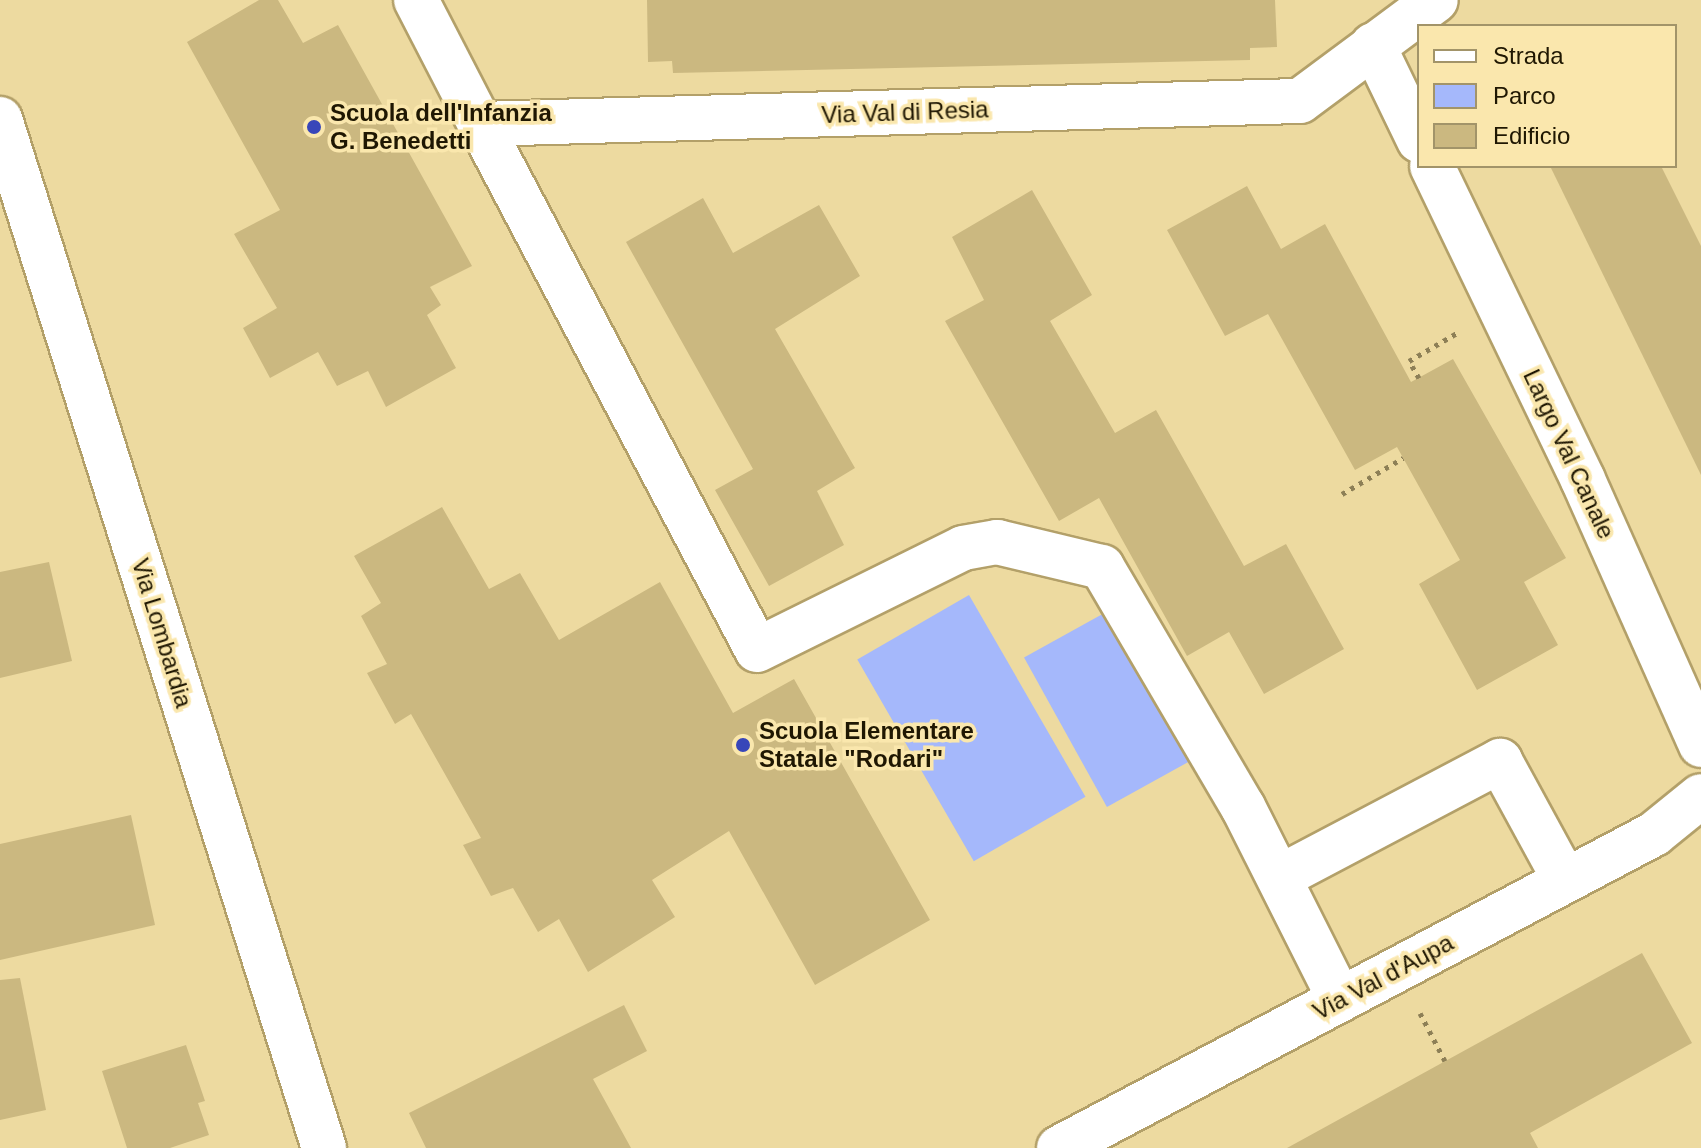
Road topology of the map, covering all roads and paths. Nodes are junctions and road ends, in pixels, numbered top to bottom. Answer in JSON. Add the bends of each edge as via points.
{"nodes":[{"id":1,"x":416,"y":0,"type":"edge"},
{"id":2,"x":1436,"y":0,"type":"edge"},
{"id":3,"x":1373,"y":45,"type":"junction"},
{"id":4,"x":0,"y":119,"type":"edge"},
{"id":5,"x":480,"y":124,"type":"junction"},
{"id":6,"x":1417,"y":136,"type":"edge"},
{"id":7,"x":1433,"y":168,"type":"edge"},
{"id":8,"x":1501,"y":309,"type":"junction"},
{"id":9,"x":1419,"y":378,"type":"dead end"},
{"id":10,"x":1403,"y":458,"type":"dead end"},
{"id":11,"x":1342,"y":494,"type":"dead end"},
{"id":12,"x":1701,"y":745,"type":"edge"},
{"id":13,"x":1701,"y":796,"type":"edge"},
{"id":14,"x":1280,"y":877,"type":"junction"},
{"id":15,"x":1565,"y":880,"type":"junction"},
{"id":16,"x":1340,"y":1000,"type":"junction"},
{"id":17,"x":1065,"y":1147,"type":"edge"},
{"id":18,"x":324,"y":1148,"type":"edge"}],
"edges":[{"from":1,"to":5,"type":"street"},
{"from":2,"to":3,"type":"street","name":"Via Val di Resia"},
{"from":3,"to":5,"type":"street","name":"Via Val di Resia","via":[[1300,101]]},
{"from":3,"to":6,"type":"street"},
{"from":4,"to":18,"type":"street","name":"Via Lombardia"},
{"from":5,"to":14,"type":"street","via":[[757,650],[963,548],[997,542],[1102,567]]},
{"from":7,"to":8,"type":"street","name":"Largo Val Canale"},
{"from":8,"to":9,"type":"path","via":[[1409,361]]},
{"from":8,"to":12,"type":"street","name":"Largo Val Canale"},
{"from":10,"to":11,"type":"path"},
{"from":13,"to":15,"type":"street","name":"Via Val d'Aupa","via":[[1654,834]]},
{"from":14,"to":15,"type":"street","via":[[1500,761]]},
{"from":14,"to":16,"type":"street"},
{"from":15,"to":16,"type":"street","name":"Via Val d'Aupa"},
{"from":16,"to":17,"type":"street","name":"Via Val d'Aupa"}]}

...

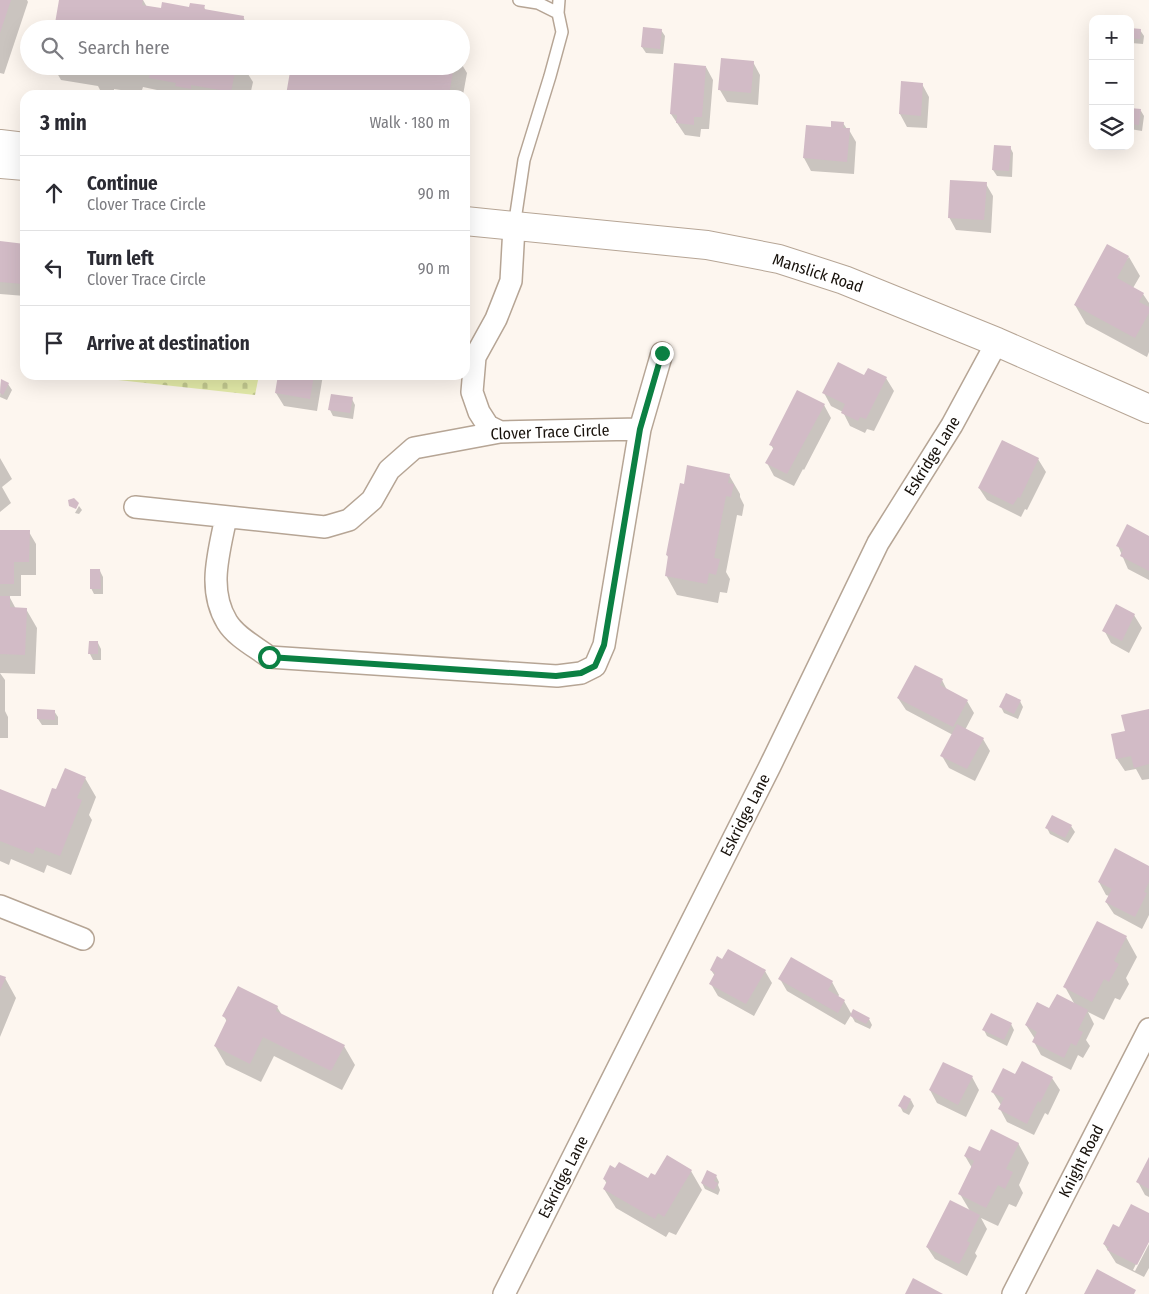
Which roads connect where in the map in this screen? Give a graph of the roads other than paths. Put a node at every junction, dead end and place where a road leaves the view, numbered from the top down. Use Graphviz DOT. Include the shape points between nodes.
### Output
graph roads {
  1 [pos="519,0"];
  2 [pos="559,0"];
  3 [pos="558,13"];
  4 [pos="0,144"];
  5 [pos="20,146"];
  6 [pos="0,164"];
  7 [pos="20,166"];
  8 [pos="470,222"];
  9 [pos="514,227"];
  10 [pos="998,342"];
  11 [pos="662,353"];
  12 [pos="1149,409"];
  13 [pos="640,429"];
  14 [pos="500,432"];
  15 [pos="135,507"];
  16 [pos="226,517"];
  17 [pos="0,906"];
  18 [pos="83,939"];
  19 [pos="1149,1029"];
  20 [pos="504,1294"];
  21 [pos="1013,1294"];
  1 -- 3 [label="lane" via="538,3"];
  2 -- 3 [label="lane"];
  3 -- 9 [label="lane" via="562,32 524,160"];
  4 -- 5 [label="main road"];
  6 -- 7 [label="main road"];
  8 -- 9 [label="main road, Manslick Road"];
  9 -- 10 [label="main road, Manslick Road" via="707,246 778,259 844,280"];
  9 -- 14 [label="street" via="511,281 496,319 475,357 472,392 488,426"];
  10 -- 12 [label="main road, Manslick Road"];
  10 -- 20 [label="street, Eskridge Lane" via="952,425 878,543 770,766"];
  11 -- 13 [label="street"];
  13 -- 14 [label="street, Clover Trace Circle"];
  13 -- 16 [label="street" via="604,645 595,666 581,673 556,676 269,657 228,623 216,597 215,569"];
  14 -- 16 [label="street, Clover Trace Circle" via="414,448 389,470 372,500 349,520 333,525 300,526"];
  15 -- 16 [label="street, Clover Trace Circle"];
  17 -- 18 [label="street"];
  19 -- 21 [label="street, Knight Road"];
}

...

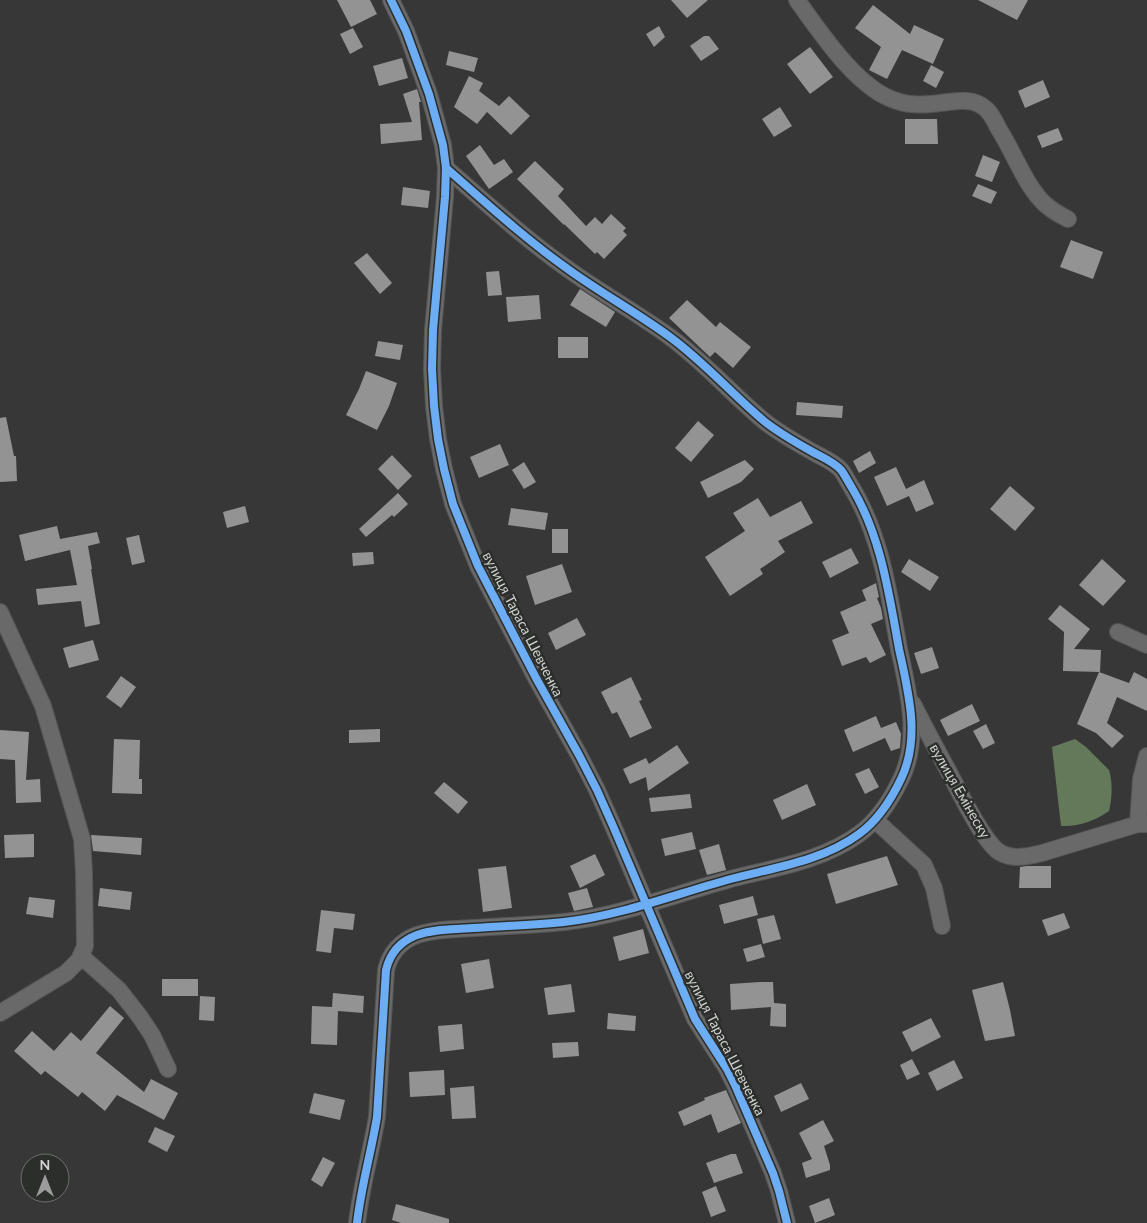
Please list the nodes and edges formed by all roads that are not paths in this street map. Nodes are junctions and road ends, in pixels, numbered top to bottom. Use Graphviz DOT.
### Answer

* **TASK DIRECTIONS**:
Report back every line of the entries in which "Graphviz" occurs.

* **ANSWER AREA**:
Which roads connect where in the map in this screen? Give a graph of the roads other than paths. Put a node at every junction, dead end and place where a road leaves the view, numbered from the top down. Use Graphviz DOT. Include the shape points between nodes.
Please list the nodes and edges formed by all roads that are not paths in this street map. Nodes are junctions and road ends, in pixels, numbered top to bottom. Use Graphviz DOT.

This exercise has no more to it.